Monday, Jan. 29, 1940

Corsair in Congo

Last March Imperial Airways, then run by dour Sir John Reith, tersely announced that its flying boat Corsair had made a forced landing in the Belgian Congo, "but all aboard are safe." Last week, uninformative Sir John having become British Minister of Information, and the Corsair having returned to Great Britain, the story of its African saga was told.

The Corsair, flown by Captain Edward Samson Alcock, younger brother of the Empire's late famed pioneer Transatlantic Flier Captain Sir John Alcock, was bound last March from Kisumu to Cairo, on the South Africa-to-England run. Young Alcock was rocketing along over the jungle at 200 m.p.h. when he found he was running out of fuel. Instead of flying over Juba, he was 150 miles to the southeast. The Dangu River, swarming with hippos, crocodiles and water snakes, hedged by high and slippery banks, yawned beneath him.

In desperation Pilot Alcock set the Corsair down with a sickening crunch that stove in her bottom. As she started to flounder, he deliberately hurtled her at full throttle against the steep shore. While his five frightened passengers jumped to safety he kept his engines roaring wide open, managed to hold the ship against the bank until his crew unloaded the mail, jumped clear. As the 2,960-h.p. engines finally sputtered and died, some $200,000 worth of flying boat sank back into the tropic Dangu.

Young Alcock, his passengers and three of the crew were carried overland to Juba, and from there the crestfallen pilot was recalled to London while thrifty Sir John rushed salvage engineers to the jungle. In three months, despite jungle fever, they completed repairs, and in July, when the Dangu rose to flood, they prepared to take off. With her four giant engines scaring up a bright cloud of fluttering parakeets, the patched Corsair lumbered majestically downstream. Before she rose, there was a disheartening rip and she tore her bottom out on a jagged rock.

Sir John Reith figured the twice-floundered Corsair still worth a muckle. He sent a fellow Scot, braw George Halliday, Imperial Airways sectional engineer, out from Cairo.

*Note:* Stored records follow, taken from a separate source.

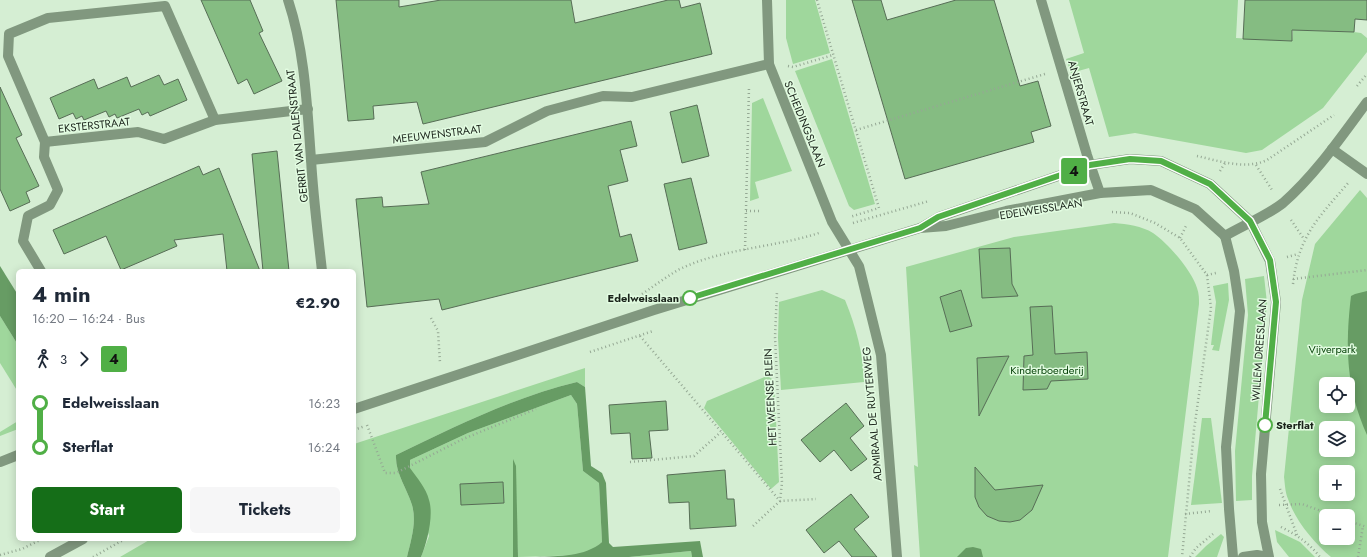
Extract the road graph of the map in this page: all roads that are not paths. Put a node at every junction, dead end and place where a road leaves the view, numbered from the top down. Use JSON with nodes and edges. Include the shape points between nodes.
{"nodes":[{"id":1,"x":288,"y":0,"type":"edge"},
{"id":2,"x":767,"y":0,"type":"edge"},
{"id":3,"x":1041,"y":0,"type":"edge"},
{"id":4,"x":769,"y":64,"type":"junction"},
{"id":5,"x":1367,"y":102,"type":"edge"},
{"id":6,"x":308,"y":109,"type":"junction"},
{"id":7,"x":215,"y":120,"type":"junction"},
{"id":8,"x":45,"y":142,"type":"junction"},
{"id":9,"x":1332,"y":149,"type":"junction"},
{"id":10,"x":311,"y":160,"type":"junction"},
{"id":11,"x":1090,"y":165,"type":"junction"},
{"id":12,"x":1364,"y":172,"type":"edge"},
{"id":13,"x":1100,"y":193,"type":"junction"},
{"id":14,"x":1250,"y":221,"type":"junction"},
{"id":15,"x":920,"y":228,"type":"junction"},
{"id":16,"x":1225,"y":236,"type":"junction"},
{"id":17,"x":849,"y":250,"type":"junction"},
{"id":18,"x":39,"y":269,"type":"edge"},
{"id":19,"x":322,"y":269,"type":"edge"},
{"id":20,"x":356,"y":408,"type":"edge"},
{"id":21,"x":16,"y":456,"type":"edge"},
{"id":22,"x":0,"y":462,"type":"edge"},
{"id":23,"x":80,"y":541,"type":"edge"},
{"id":24,"x":50,"y":557,"type":"edge"},
{"id":25,"x":897,"y":557,"type":"edge"},
{"id":26,"x":1233,"y":557,"type":"edge"},
{"id":27,"x":1243,"y":557,"type":"edge"},
{"id":28,"x":1268,"y":557,"type":"edge"}],
"edges":[{"from":1,"to":6,"type":"street","name":"GERRIT VAN DALENSTRAAT","via":[[296,25]]},
{"from":2,"to":4,"type":"street","name":"SCHEIDINGSLAAN"},
{"from":3,"to":11,"type":"street","name":"ANJERSTRAAT"},
{"from":4,"to":10,"type":"street","name":"MEEUWENSTRAAT","via":[[632,97],[603,96],[547,111],[485,142]]},
{"from":4,"to":17,"type":"street","name":"SCHEIDINGSLAAN","via":[[832,222]]},
{"from":5,"to":9,"type":"street"},
{"from":6,"to":7,"type":"street","name":"EKSTERSTRAAT"},
{"from":6,"to":10,"type":"street","name":"GERRIT VAN DALENSTRAAT"},
{"from":7,"to":8,"type":"street","name":"EKSTERSTRAAT","via":[[164,139],[138,132]]},
{"from":7,"to":8,"type":"street","via":[[165,6],[48,18],[9,34],[8,56]]},
{"from":8,"to":18,"type":"street","via":[[44,157],[58,190],[50,205],[28,216],[23,241]]},
{"from":9,"to":12,"type":"street"},
{"from":9,"to":14,"type":"street","via":[[1304,183],[1281,204]]},
{"from":10,"to":19,"type":"street","name":"GERRIT VAN DALENSTRAAT"},
{"from":11,"to":13,"type":"street","name":"ANJERSTRAAT"},
{"from":11,"to":14,"type":"street","name":"EDELWEISSLAAN","via":[[1130,159],[1161,161],[1210,184]]},
{"from":11,"to":15,"type":"street","name":"EDELWEISSLAAN","via":[[938,217]]},
{"from":13,"to":15,"type":"street","name":"EDELWEISSLAAN","via":[[1006,211],[946,226]]},
{"from":13,"to":16,"type":"street","name":"EDELWEISSLAAN","via":[[1151,190],[1195,209]]},
{"from":14,"to":16,"type":"street"},
{"from":14,"to":28,"type":"street","name":"WILLEM DREESLAAN","via":[[1270,260],[1276,302],[1261,474],[1262,522]]},
{"from":15,"to":17,"type":"street","name":"EDELWEISSLAAN"},
{"from":16,"to":26,"type":"street","name":"WILLEM DREESLAAN","via":[[1240,311],[1226,447]]},
{"from":17,"to":20,"type":"street","name":"EDELWEISSLAAN","via":[[654,310]]},
{"from":17,"to":25,"type":"street","name":"ADMIRAAL DE RUYTERWEG","via":[[859,266],[881,355]]},
{"from":21,"to":22,"type":"street"},
{"from":23,"to":24,"type":"street"},
{"from":27,"to":28,"type":"street"}]}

By this time the river had gone down and there would not again be enough water for a take-off till spring of 1940. Scot Halliday figured Congo weather would have ruined the Corsair utterly by then.

Engineer Halliday decided to hire enough black bucks to dam the Dangu and create an artificial lake. A whole village, more than 200 blacks, were hired at a shilling and tuppence (27-c-) a head per week. In the sweating jungle Congo belles wheedled out of their bosses split piston rings for their noses, rivets for their ears. Duralumin rings for bracelets. Soon blacks and whites were so friendly that each Briton had a nickname in native dialect. Radioman James Wycherley was named "King of the white men" because he sat at his dials instead of working.

Trouble with the bucks was that, as soon as they were paid a few coppers, they got gloriously drunk and ran off. One way to tempt them back was for First Officer W. L. Garner to perform his amateur conjuring tricks. On Christmas night, with the dam nearing completion, Conjurer Garner, performing in the glare of truck headlights, made a Belgian five-franc piece disappear from the hand of a small native girl. She let out a piercing scream, her arm became completely stiff, and the natives grew menacing. "She knows the money is inside her arm," grunted the native chief. "Makes her sick." Conjurer Garner hastily improvised a new trick: extracted the coin from the flesh of her arm and all was well.

With the river finally dammed, the water rose rapidly and Jan. 13 was set for the takeoff. Suddenly the dam started giving way. Britons and blacks pitched in together, toiled side by side all night, finally stopped the leaks. Meanwhile the water level had sunk, the Corsair was sitting upstream, on her bottom. Tearing his hair was Imperial Airways Ace Captain Kelly Rogers, first pilot to land in New York harbor at night, who inaugurated the British north Atlantic mail service. Said he afterward: "To lift the Corsair from the water we had to sink huge petrol tanks under the wings and then turn them into lifting camels by emptying them. Where we started, the river was only 50 yards wide and the Corsair spans 38 yards. We took careful soundings, adjusted the load and let her go. When she started lifting, I knew somehow we were going to make it but I don't think anyone else did."